Nous avons vu de quel acier était trempé le caractère de Johanne de Castelnay. Avec une femme de cette nature, on peut s’attendre à tout : les plus grandes folies comme les plus incroyables héroïcités lui sont communes.

Ce sont de ces êtres que Dieu n’a créés femmes, on croirait, que pour faire rougir certains hommes de leur faiblesse et de leur pusillanimité.

Quand, une fois, un désir a frappé à la porte de leur cœur, ils ouvrent toute grande la porte de ce cœur pour l’y laisser entrer en conquérant.

Le désir est-il noble, tant mieux ; est-il mauvais, tant pis ?

Rien ne les arrêtera, désormais, dans leur course à la victoire ou à la mort. Ils renverseront tout sur leur passage. Les obstacles, insurmontables pour tant d’autres, disparaîtront sous la poussée de leur volonté, comme des châteaux de cartes édifiés par des mains d’enfants et renversés par un souffle.

Et s’ils succombent dans ce duel aveugle avec le destin, du moins tomberont-ils pleins d’ivresse et de gloire, pour avoir lutté avec une âme virile.

Giovanni disparu, Johanne fut anéantie sous le coup de son désespoir et de sa douleur. Quand elle se fut remise de son évanouissement, elle n’eut pas la force de se lever, mais resta assise sur ses talons, la tête penchée sur sa poitrine, qui se soulevait en mouvements rapides, et les mains jointes sur ses genoux, tandis que des larmes abondantes coulaient le long de ses joues pâles.

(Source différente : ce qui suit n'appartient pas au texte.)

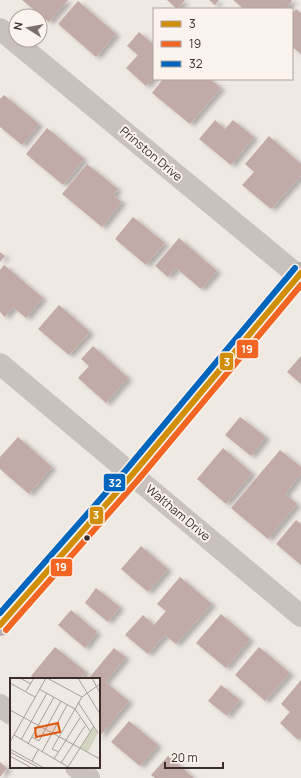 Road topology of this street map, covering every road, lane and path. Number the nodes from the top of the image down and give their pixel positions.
1 (0, 30) edge
2 (300, 276) edge
3 (0, 364) edge
4 (132, 475) junction
5 (301, 616) edge
6 (0, 625) edge
7 (0, 705) edge
8 (10, 713) edge
9 (77, 768) edge
10 (89, 778) edge

1 - 2 street, Prinston Drive
2 - 4 main road
3 - 4 street, Waltham Drive
4 - 5 street, Waltham Drive
4 - 6 main road
7 - 8 street
9 - 10 street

C’en était fait de sa vie. En partant, son bien-aimé avait emporté son âme qu’elle lui avait donnée tout entière.

Johanne aimait, non pas avec la tiédeur et la fadeur des convenances sociales et des conventions mondaines, non pas dans le but de se créer un avenir fait d’aise et de confort, mais avec toute la passion aveugle que l’on trouve dans le cœur d’une femme qui fait de la fin suprême de son existence l’acquisition d’un amour resplendissant comme la comète qui, en passant dans un ciel d’étoiles, les éteint de son éblouissement.

Oh ! qu’elle se maudissait d’aimer un homme qui n’avait eu que du mépris pour son amour, cet amour pour lequel tant de galants eussent été heureux de croiser le fer à Québec.

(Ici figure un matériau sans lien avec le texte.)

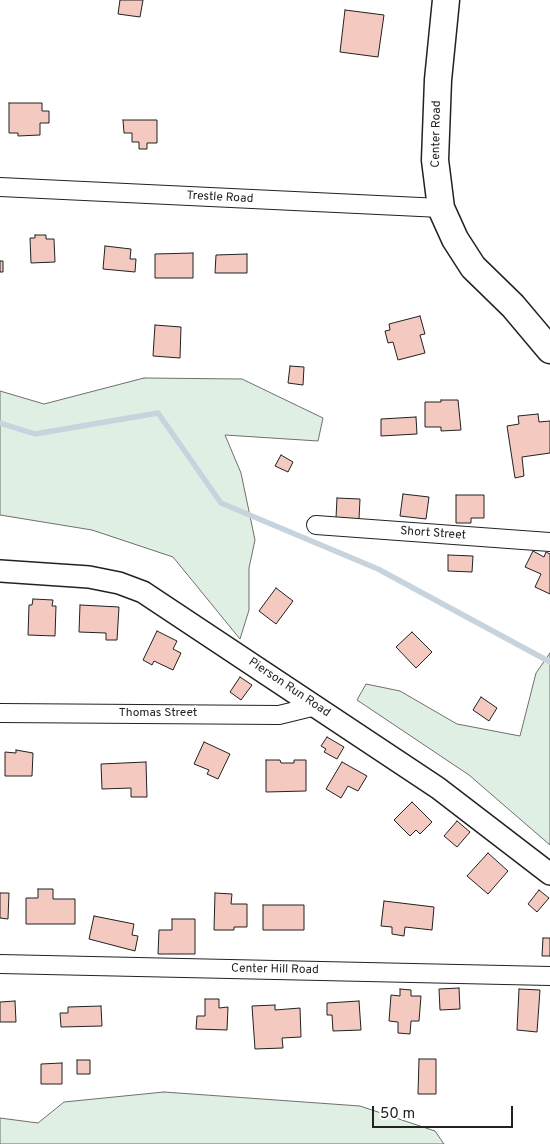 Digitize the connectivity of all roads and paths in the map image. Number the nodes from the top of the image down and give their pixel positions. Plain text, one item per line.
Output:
1 (446, 0) edge
2 (0, 187) edge
3 (441, 208) junction
4 (550, 350) edge
5 (316, 525) dead end
6 (550, 542) edge
7 (0, 571) edge
8 (316, 706) junction
9 (0, 712) edge
10 (550, 874) edge
11 (0, 964) edge
12 (550, 976) edge

1 - 3 main road, Center Road
2 - 3 street, Trestle Road
3 - 4 main road, Center Road
5 - 6 street, Short Street
7 - 8 street, Pierson Run Road
8 - 9 street, Thomas Street
8 - 10 street, Pierson Run Road
11 - 12 street, Center Hill Road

Et cependant, elle l’aimait d’autant plus qu’il la faisait plus souffrir, qu’il lui infligeait inconsciemment des meurtrissures morales.

Un bruit de pas, soudain, s’est arrêté devant la porte. Le lourd marteau, une tête de lion qui retient entre ses dents un anneau de fer forgé, retentit deux fois.

Johanne se sauve précipitamment dans sa chambre.

Quelques minutes plus tard, dans l’entre-bâillement de la porte, retenant son souffle, elle entend la voix familière du capitaine Adolphe Lafond, l’un des amis de son père.

— Eh bien, dit-il, mon cher de Castelnay, si mes yeux ni mes oreilles ne me trompent, ta maison se vide comme par enchantement.

Johanne tressaillit. Elle s’avance sur la pointe du pied jusqu’à l’escalier, et là, le cou tendu, elle surprend le dialogue suivant :

— Que veux-tu dire ?

— Ce matin, c’est ta fille adoptive que j’ai vue filer dans la direction de Sillery, et il y a une heure à peine c’était le tour de ce bel inconnu, le sauveur de mademoiselle Johanne et ton hôte depuis deux mois.

— Comment ! ce jeune homme n’est plus à Québec ?

— Ignores-tu donc ce qui se passe dans ta maison. Je t’assure, pour l’avoir vu de mes yeux vu, ce qui s’appelle vu, qu’il est parti depuis une heure, avec la petite troupe du comte d’Yville.

— Parti !…

Un cri étouffé de douleur répondit à cette exclamation.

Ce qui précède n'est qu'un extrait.